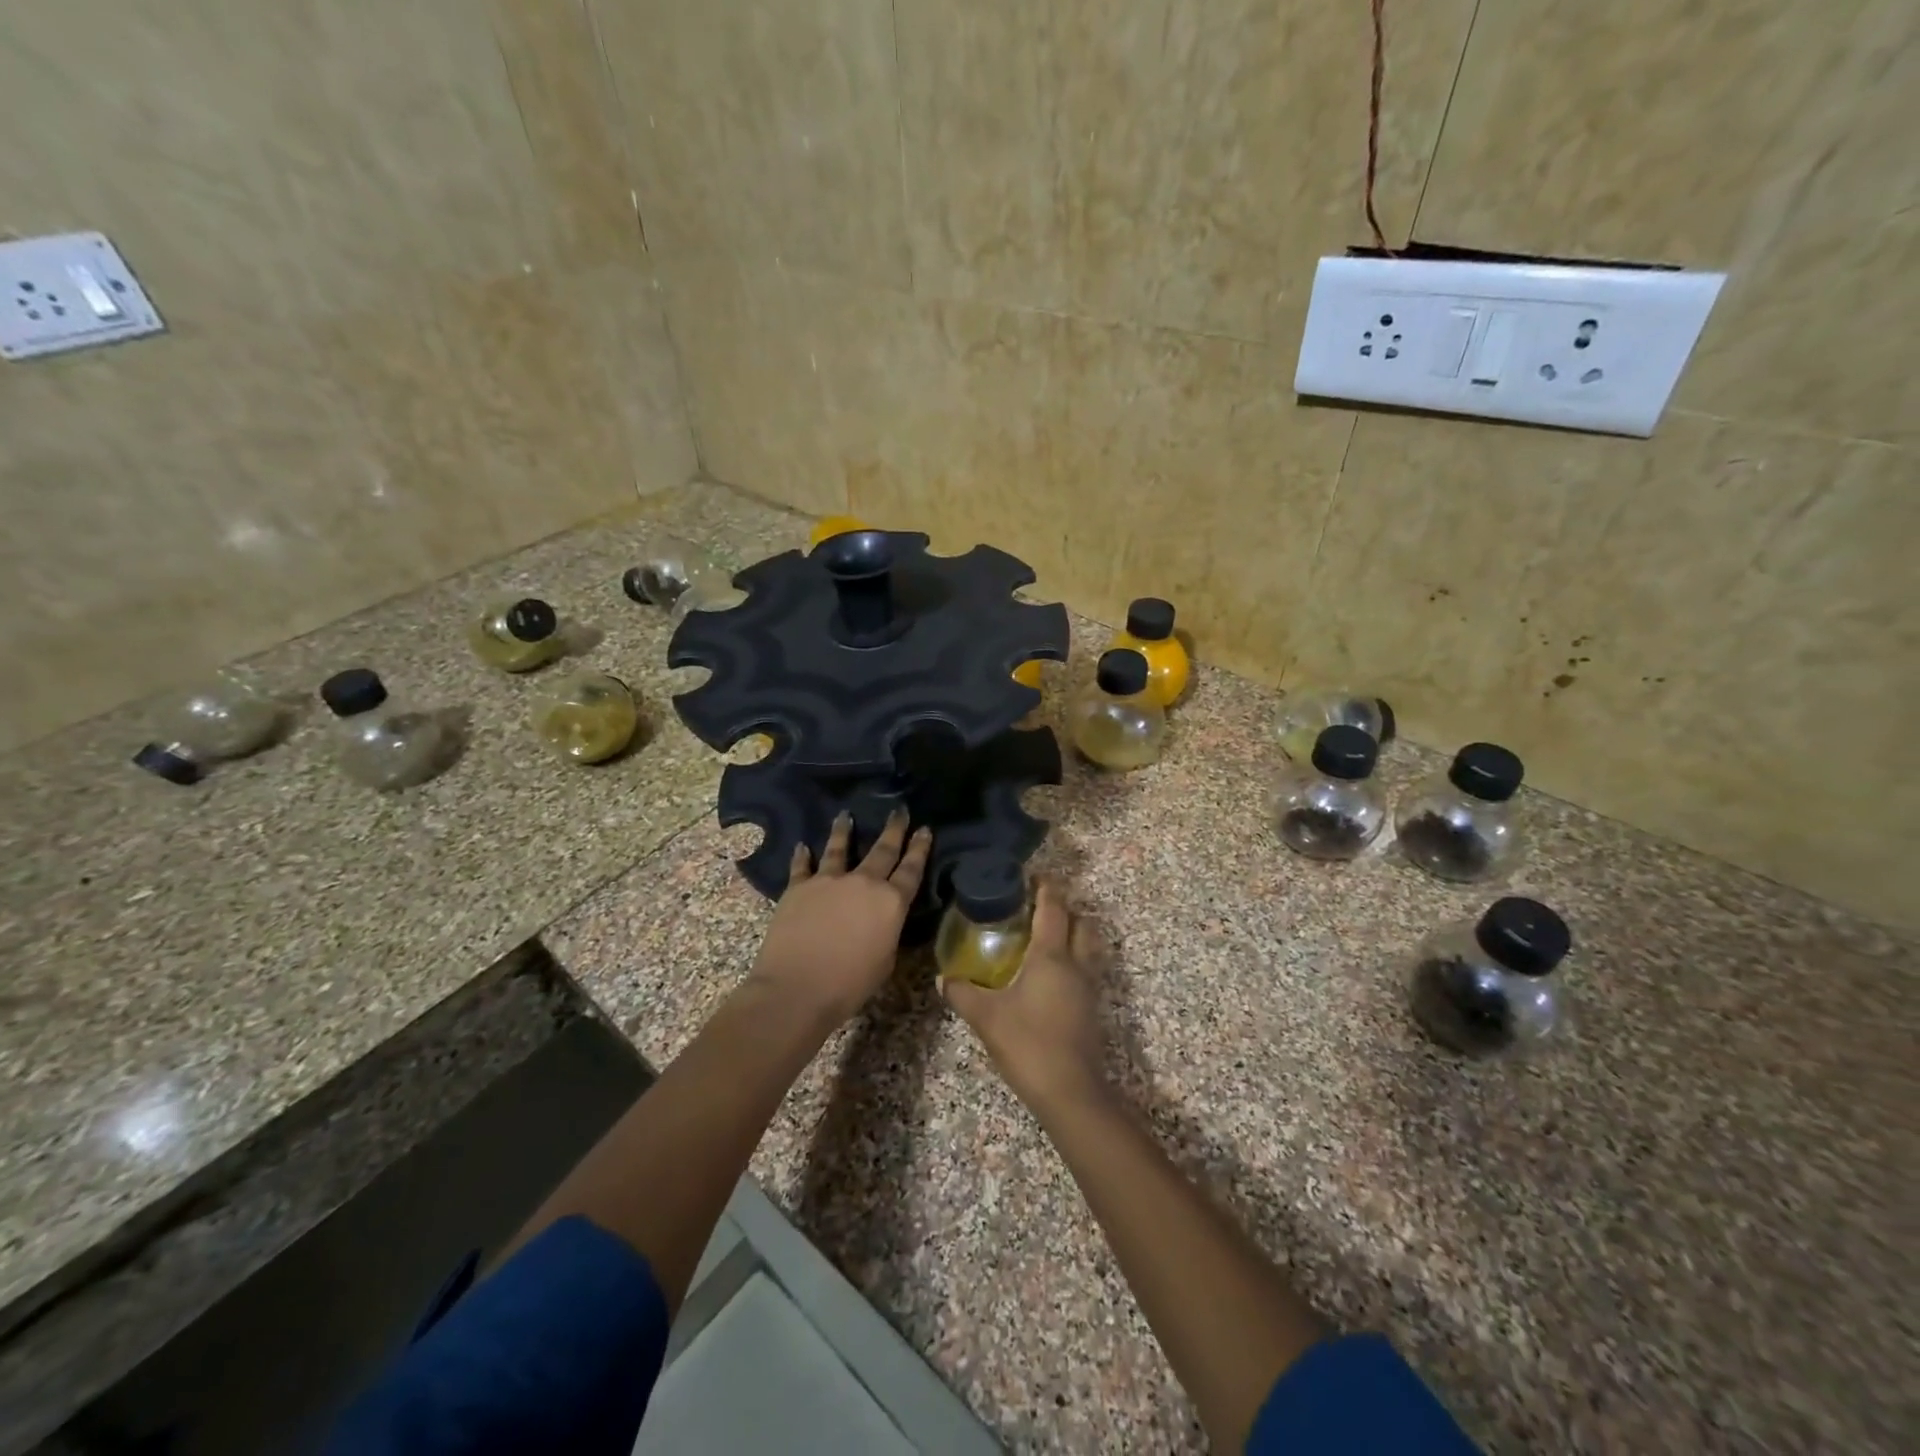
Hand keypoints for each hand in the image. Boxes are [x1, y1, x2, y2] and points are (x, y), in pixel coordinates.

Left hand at [748, 809, 931, 1026]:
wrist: (797, 988)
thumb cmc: (849, 985)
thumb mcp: (885, 961)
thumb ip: (887, 932)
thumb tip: (883, 920)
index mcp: (891, 903)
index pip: (911, 869)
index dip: (920, 848)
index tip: (925, 828)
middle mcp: (863, 883)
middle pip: (883, 850)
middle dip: (894, 829)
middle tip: (899, 810)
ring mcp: (829, 881)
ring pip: (839, 848)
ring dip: (844, 831)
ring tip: (845, 815)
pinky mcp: (799, 887)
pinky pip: (802, 866)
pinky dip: (803, 856)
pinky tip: (803, 846)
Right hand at [940, 881, 1110, 1112]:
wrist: (1071, 1092)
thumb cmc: (1028, 1044)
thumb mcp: (986, 1017)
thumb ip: (962, 993)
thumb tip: (941, 978)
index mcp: (1051, 956)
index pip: (1053, 909)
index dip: (1046, 888)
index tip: (1034, 875)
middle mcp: (1076, 964)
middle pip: (1081, 922)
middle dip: (1065, 908)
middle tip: (1039, 907)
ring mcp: (1088, 987)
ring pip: (1089, 946)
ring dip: (1074, 933)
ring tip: (1048, 936)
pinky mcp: (1092, 1009)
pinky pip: (1087, 969)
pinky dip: (1075, 959)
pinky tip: (1052, 974)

→ **GOAL OF THE EXERCISE**: Only an exact copy is wanted here: the line containing "thumb ip: (962, 993)" and every later line, up to and including the last line of the listing.

→ **EXERCISE RESULT**:
thumb ip: (962, 993)
thumb tip: (941, 978)
index mcp: (1051, 956)
index pip: (1053, 909)
index dip: (1046, 888)
index tip: (1034, 875)
middle mcp: (1076, 964)
middle pip: (1081, 922)
middle dip: (1065, 908)
middle tip: (1039, 907)
ring mcp: (1088, 987)
ring pip: (1089, 946)
ring dip: (1074, 933)
ring tip: (1048, 936)
pinky mcp: (1092, 1009)
pinky pip: (1087, 969)
pinky dip: (1075, 959)
pinky tip: (1052, 974)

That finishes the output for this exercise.